George didn’t mean to be, and Debs wasn’t.
The house in Queen’s Park was no longer a thing of promise, and Mikey had deserted him, or had George deserted Mikey?
George had followed Mikey up to Scotland alright, in the Spring, as promised, but George had gone too far into the wild, and the only folk he’d seen had been tourists and townies, escaping for “an experience”.
And there’d been no croft, no narrow lane carrying wide lorries. It had been beautiful, but the beauty was distracting and the people were people, but George felt confined by the story he’d begun, that he couldn’t finish.
He’d come back to London refreshed, revitalised, – frustrated.
And Debs had picked up on it, and got out the way.
George was left with nothing but the occasional visits of a ginger Tom, for company.
He was cross with himself. He’d got inqto a difficult exchange of messages with Debs after she’d left, he’d meant to be loving and supportive, but he’d come across as angry and condescending. He could see it all now, but that didn’t make it any easier.
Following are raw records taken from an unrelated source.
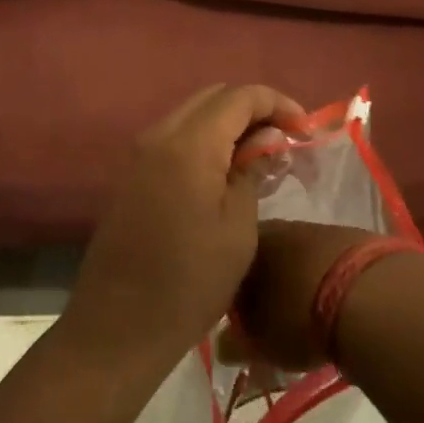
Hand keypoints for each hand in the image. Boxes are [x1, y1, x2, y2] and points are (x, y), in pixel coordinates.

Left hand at [65, 85, 305, 375]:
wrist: (118, 325)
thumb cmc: (190, 282)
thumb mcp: (238, 229)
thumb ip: (252, 171)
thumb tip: (266, 139)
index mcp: (189, 145)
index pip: (239, 96)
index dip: (277, 103)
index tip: (305, 129)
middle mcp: (159, 136)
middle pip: (212, 97)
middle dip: (253, 109)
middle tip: (284, 141)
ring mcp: (139, 155)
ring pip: (192, 115)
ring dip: (227, 125)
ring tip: (259, 157)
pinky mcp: (131, 175)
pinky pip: (174, 139)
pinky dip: (204, 141)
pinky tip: (224, 172)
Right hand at [231, 220, 379, 369]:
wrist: (369, 294)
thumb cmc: (300, 318)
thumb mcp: (261, 342)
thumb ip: (235, 343)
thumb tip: (222, 345)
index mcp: (250, 245)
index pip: (230, 264)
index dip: (232, 292)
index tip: (238, 317)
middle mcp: (280, 227)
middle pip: (265, 255)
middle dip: (266, 283)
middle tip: (271, 317)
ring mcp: (318, 228)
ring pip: (298, 253)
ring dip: (298, 277)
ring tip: (307, 310)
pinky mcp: (352, 236)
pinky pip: (329, 257)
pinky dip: (328, 275)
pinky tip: (336, 299)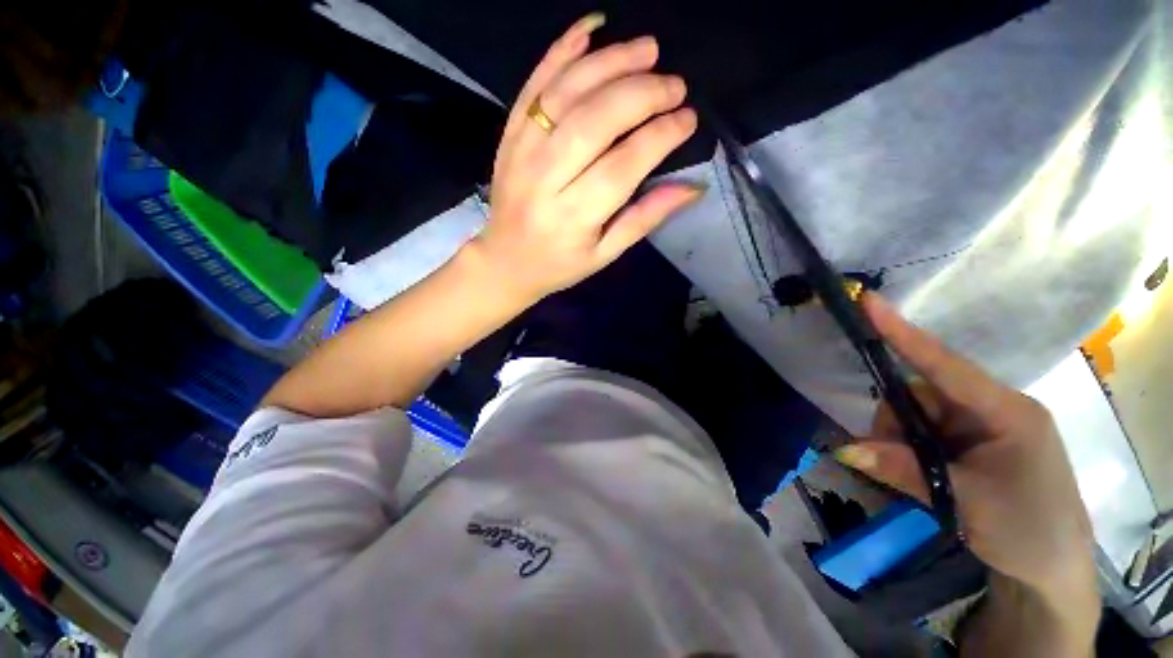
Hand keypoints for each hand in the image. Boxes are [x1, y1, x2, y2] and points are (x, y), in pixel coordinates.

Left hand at [469, 14, 701, 304]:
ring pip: (567, 94)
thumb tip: (692, 188)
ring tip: (647, 50)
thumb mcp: (605, 254)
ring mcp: (522, 152)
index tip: (688, 119)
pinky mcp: (509, 136)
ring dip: (610, 63)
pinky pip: (534, 85)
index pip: (623, 165)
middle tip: (674, 84)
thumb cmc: (560, 264)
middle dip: (642, 94)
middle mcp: (545, 179)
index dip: (660, 136)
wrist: (505, 261)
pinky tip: (590, 30)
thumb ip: (644, 219)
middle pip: (596, 121)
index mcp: (574, 216)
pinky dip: (561, 51)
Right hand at [835, 294, 1097, 602]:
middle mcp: (992, 409)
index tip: (869, 303)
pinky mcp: (973, 443)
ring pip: (918, 414)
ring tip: (912, 479)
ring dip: (900, 441)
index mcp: (1006, 411)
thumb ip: (903, 470)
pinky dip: (910, 450)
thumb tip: (845, 448)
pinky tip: (920, 475)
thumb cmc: (1025, 529)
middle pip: (922, 393)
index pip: (945, 365)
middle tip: (884, 458)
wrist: (1051, 570)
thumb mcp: (963, 501)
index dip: (904, 334)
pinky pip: (926, 432)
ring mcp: (982, 426)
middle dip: (895, 423)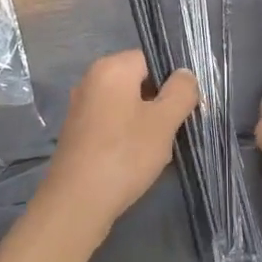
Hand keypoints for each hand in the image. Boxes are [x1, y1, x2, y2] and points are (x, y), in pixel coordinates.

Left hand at [35, 51, 198, 240]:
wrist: (77, 202)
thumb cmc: (125, 154)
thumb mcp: (164, 122)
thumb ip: (181, 92)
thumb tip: (185, 74)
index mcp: (111, 68)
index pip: (151, 59)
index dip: (172, 81)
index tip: (182, 108)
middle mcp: (91, 80)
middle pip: (138, 82)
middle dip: (158, 104)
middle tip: (171, 131)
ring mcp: (81, 107)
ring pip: (126, 105)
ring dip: (144, 123)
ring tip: (154, 150)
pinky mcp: (76, 132)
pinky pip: (110, 123)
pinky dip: (125, 136)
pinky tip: (133, 161)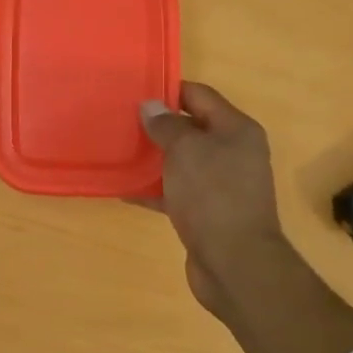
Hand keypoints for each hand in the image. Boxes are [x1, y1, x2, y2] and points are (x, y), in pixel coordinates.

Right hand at [138, 83, 289, 322]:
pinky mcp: (206, 212)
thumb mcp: (185, 151)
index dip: (168, 90)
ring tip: (116, 151)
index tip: (134, 91)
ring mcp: (220, 184)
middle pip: (190, 128)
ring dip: (151, 157)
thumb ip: (165, 125)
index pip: (200, 95)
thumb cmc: (212, 195)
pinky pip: (174, 191)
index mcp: (236, 130)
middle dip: (156, 125)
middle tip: (119, 120)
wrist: (234, 262)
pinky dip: (152, 189)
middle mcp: (232, 152)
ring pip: (180, 161)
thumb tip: (149, 106)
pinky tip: (123, 189)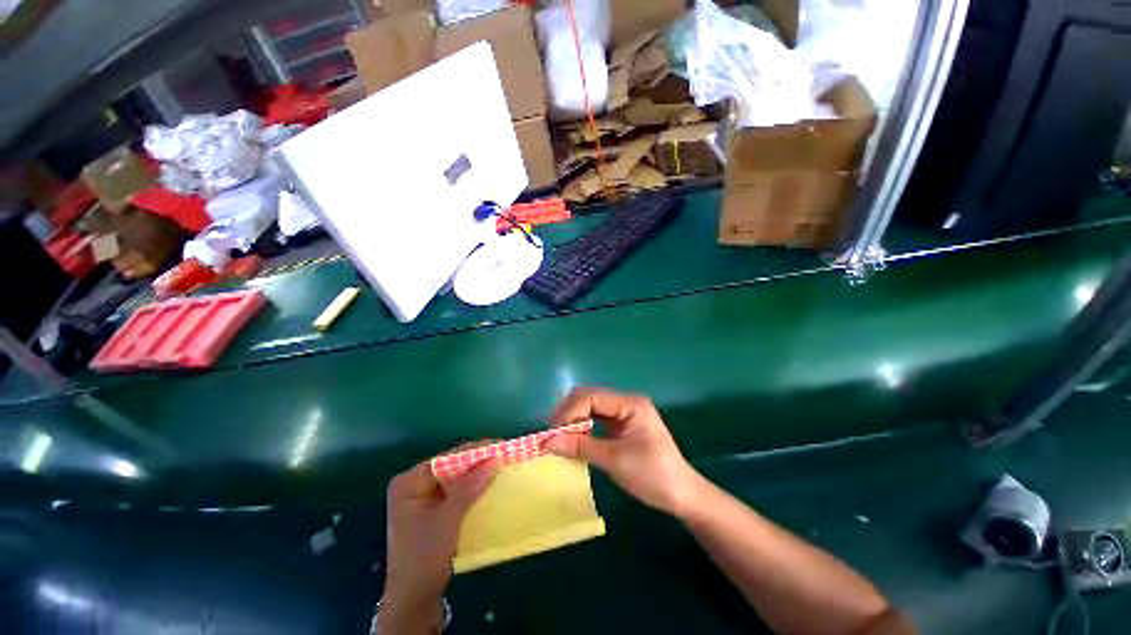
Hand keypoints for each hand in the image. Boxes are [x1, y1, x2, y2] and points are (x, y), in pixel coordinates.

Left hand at [379, 451, 496, 633]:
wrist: (414, 599)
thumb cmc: (424, 557)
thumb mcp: (448, 520)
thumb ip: (469, 487)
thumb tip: (494, 458)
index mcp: (409, 481)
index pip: (447, 458)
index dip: (474, 451)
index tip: (501, 445)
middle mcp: (415, 483)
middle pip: (452, 465)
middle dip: (477, 460)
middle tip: (505, 454)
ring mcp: (423, 496)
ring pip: (456, 476)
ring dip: (477, 472)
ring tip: (502, 464)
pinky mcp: (433, 507)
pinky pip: (457, 489)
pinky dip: (473, 486)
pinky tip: (489, 482)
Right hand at [544, 387, 700, 516]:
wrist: (681, 495)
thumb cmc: (652, 476)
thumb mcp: (614, 460)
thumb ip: (580, 447)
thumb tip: (547, 441)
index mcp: (630, 404)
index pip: (591, 396)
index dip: (569, 412)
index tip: (553, 433)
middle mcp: (626, 401)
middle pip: (589, 397)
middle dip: (569, 413)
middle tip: (553, 435)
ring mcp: (625, 412)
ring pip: (591, 406)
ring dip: (574, 420)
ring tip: (560, 438)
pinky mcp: (622, 424)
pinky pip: (596, 418)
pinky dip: (583, 427)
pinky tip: (575, 439)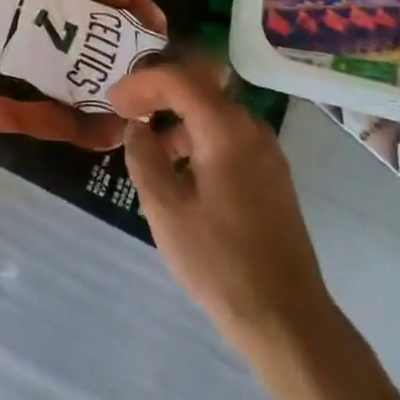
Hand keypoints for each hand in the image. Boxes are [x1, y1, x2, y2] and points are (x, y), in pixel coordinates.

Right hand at [112, 60, 329, 353]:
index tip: (112, 102)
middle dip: (159, 91)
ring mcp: (266, 150)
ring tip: (148, 144)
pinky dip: (199, 135)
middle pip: (199, 86)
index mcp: (225, 127)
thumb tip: (136, 128)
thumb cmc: (220, 262)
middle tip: (127, 110)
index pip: (177, 79)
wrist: (287, 320)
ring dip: (178, 115)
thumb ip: (144, 158)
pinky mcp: (272, 174)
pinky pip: (229, 134)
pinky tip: (180, 168)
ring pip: (215, 110)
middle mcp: (250, 127)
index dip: (140, 83)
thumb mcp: (166, 210)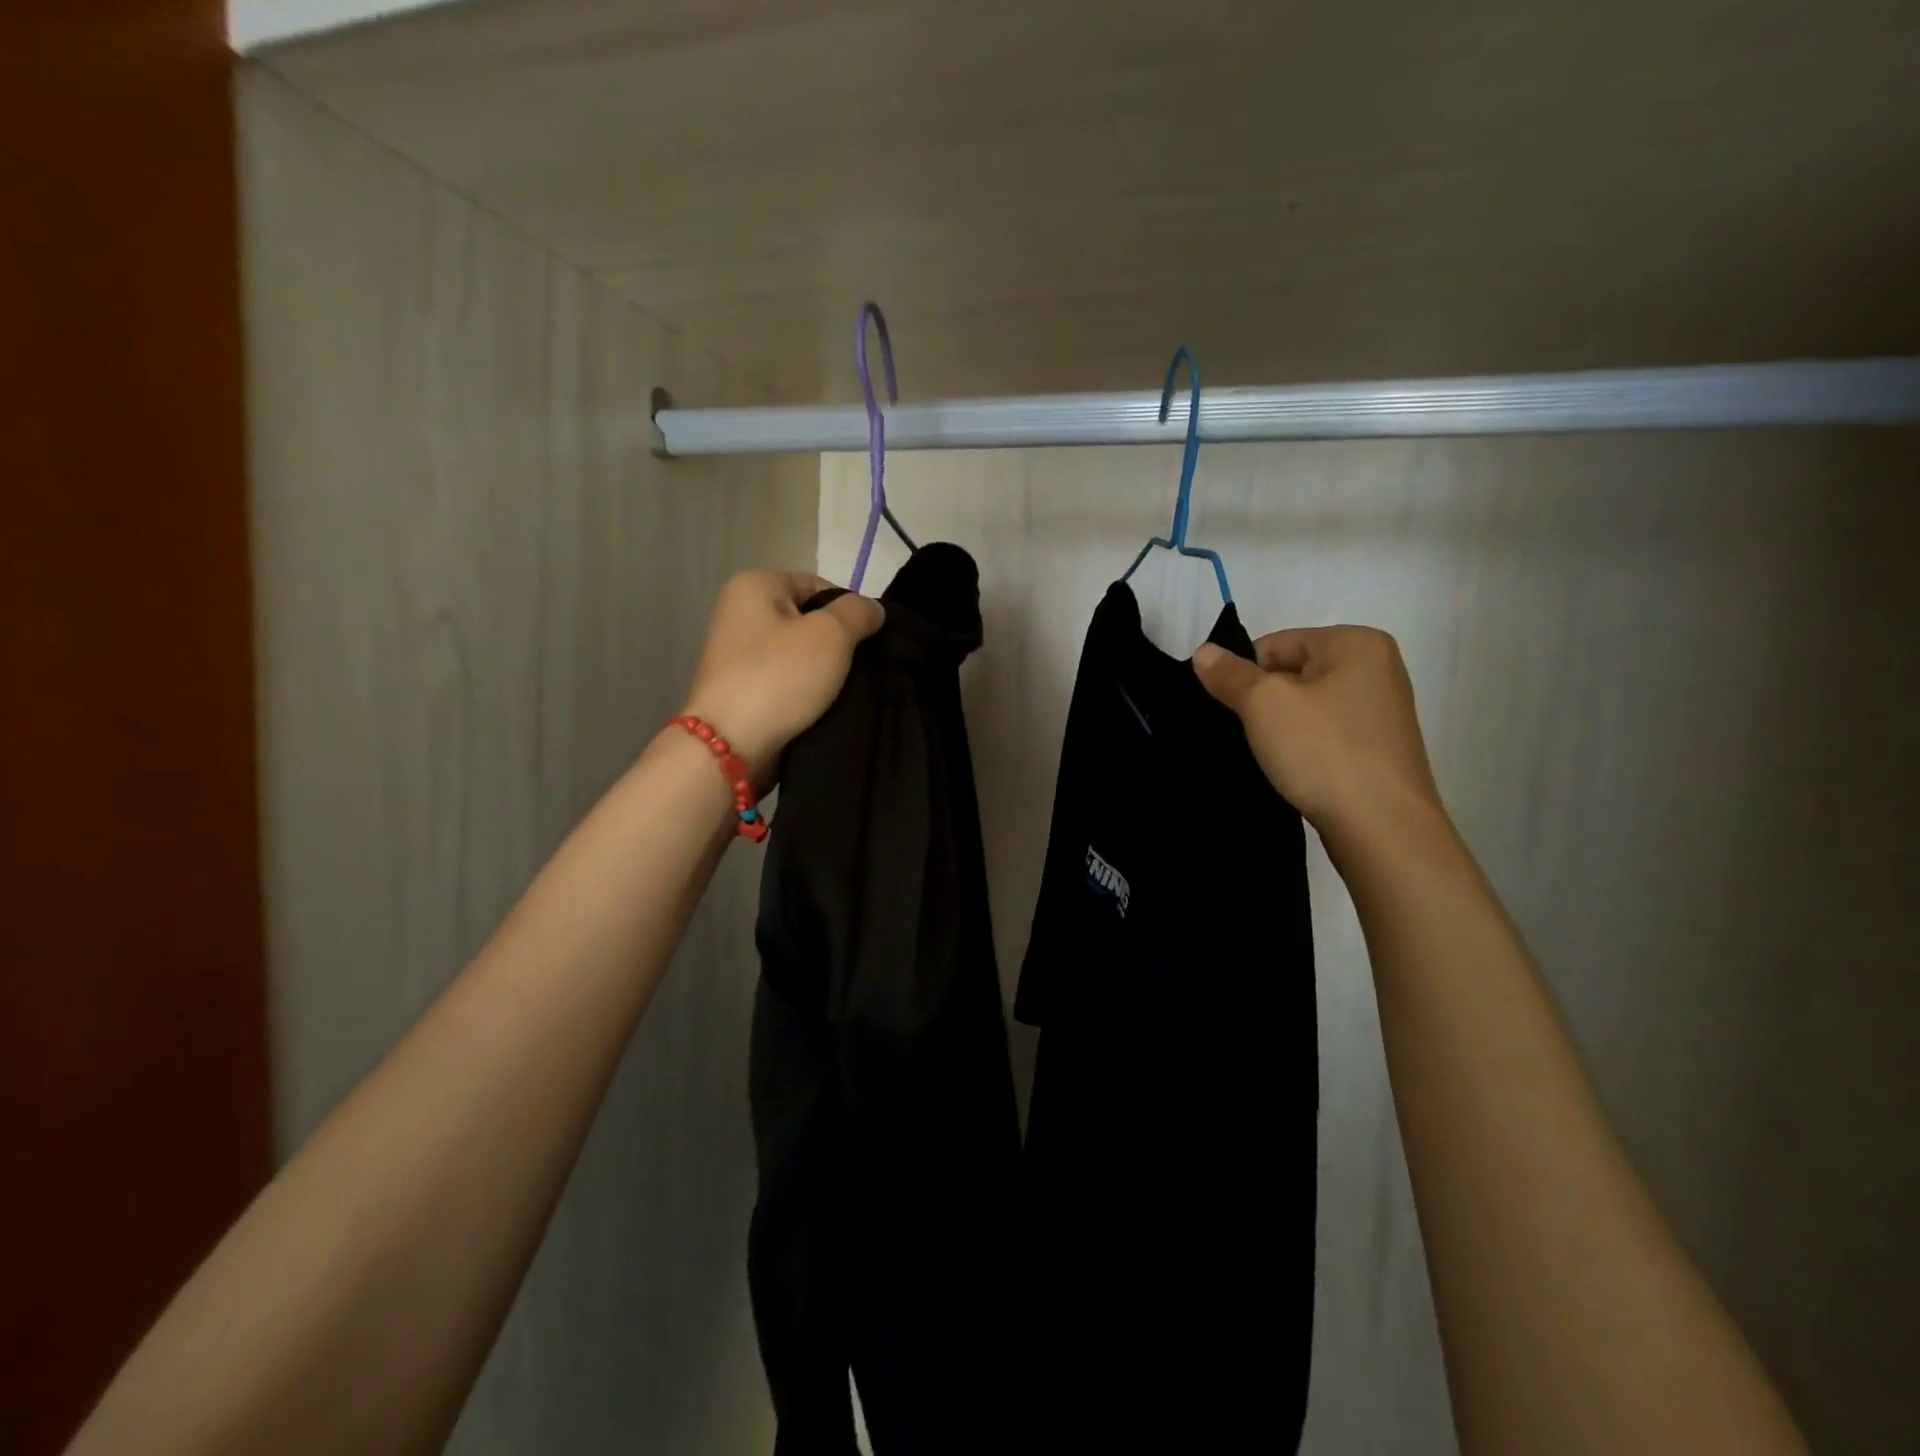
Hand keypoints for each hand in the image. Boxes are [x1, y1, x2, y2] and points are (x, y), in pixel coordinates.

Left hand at [680, 570, 882, 784]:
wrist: (731, 744)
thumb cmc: (780, 677)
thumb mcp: (832, 634)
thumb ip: (859, 612)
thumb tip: (872, 610)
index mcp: (754, 584)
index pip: (819, 586)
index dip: (849, 611)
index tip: (866, 642)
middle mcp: (740, 611)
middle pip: (809, 619)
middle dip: (838, 643)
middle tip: (861, 667)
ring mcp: (738, 652)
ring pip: (800, 652)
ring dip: (825, 670)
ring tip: (846, 689)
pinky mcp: (742, 687)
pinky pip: (786, 679)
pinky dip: (805, 690)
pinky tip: (823, 706)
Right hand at [1193, 626, 1444, 848]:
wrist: (1382, 827)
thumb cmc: (1323, 751)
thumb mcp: (1264, 704)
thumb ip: (1229, 674)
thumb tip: (1203, 652)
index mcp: (1356, 642)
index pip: (1274, 645)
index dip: (1243, 675)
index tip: (1230, 711)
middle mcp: (1377, 668)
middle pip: (1291, 673)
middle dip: (1262, 702)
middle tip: (1244, 735)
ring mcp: (1381, 711)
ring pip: (1306, 707)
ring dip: (1280, 727)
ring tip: (1266, 755)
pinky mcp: (1379, 749)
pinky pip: (1325, 734)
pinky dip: (1303, 747)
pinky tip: (1291, 770)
He didn’t know which girlfriend’s sofa she was sleeping on, or which boyfriend was shafting her, or when she might come back. He honestly didn’t mind, but not hearing from her hurt.
He was tempted to kidnap the cat, let him in, but not out, he knew a friend who’d done that, on the pretext of rescuing it, but “don’t open the door, the cat will get out”. He’d been in a bad way, and George felt as bad or worse.
Always too intense. He wasn’t a proper writer anyway, it would never be a living, just a cheap way of abusing himself. Freudian slip – amusing himself. There was abuse too. Too much masturbation, to the point he thought he could never be clean, so he didn’t go out, – and since he didn’t go out, he didn’t bother much with clean clothes. All he could do was look out of the window, and wait for his mood to get better, or worse. No matter how bad you thought things were, no matter what depths you thought you’d plummeted, it could always get worse, you could probably go deeper.
Oh yes, deep…. George always liked to go deep, but he inhabited a shallow world. A world of smartphones and gimmicks. Of people cueing for stuff that was nothing special, but just to make them feel special, for cueing. And the cue had become social, but the only folk that could socialise this way were those with time and money to burn. George had both, but he scorned the overpriced bakery and the takeaway coffee stall in the park where these folk would form up and remind themselves how local, how different they were, and how Queen’s Park was just not like anywhere else.
George wanted so much just to hear from Debs. Ostensibly she’d been working away, but he knew the locum thing would only be for a week or two, at most, and that she was back, but avoiding him. Funny how things could change so quickly, with just a few ill judged words, just a few inattentions.
He would be awake too late listening to modern Russian classical music, and then he’d take himself for walks under cover of darkness.
Tonight not even a walk, just Shostakovich on a long loop. And staring at the ceiling. And checking, and rechecking, for messages, all in various smartphone apps. It was as though his world could be scrunched up small, and squeezed inside that thing.
George needed some magic, and he needed it soon.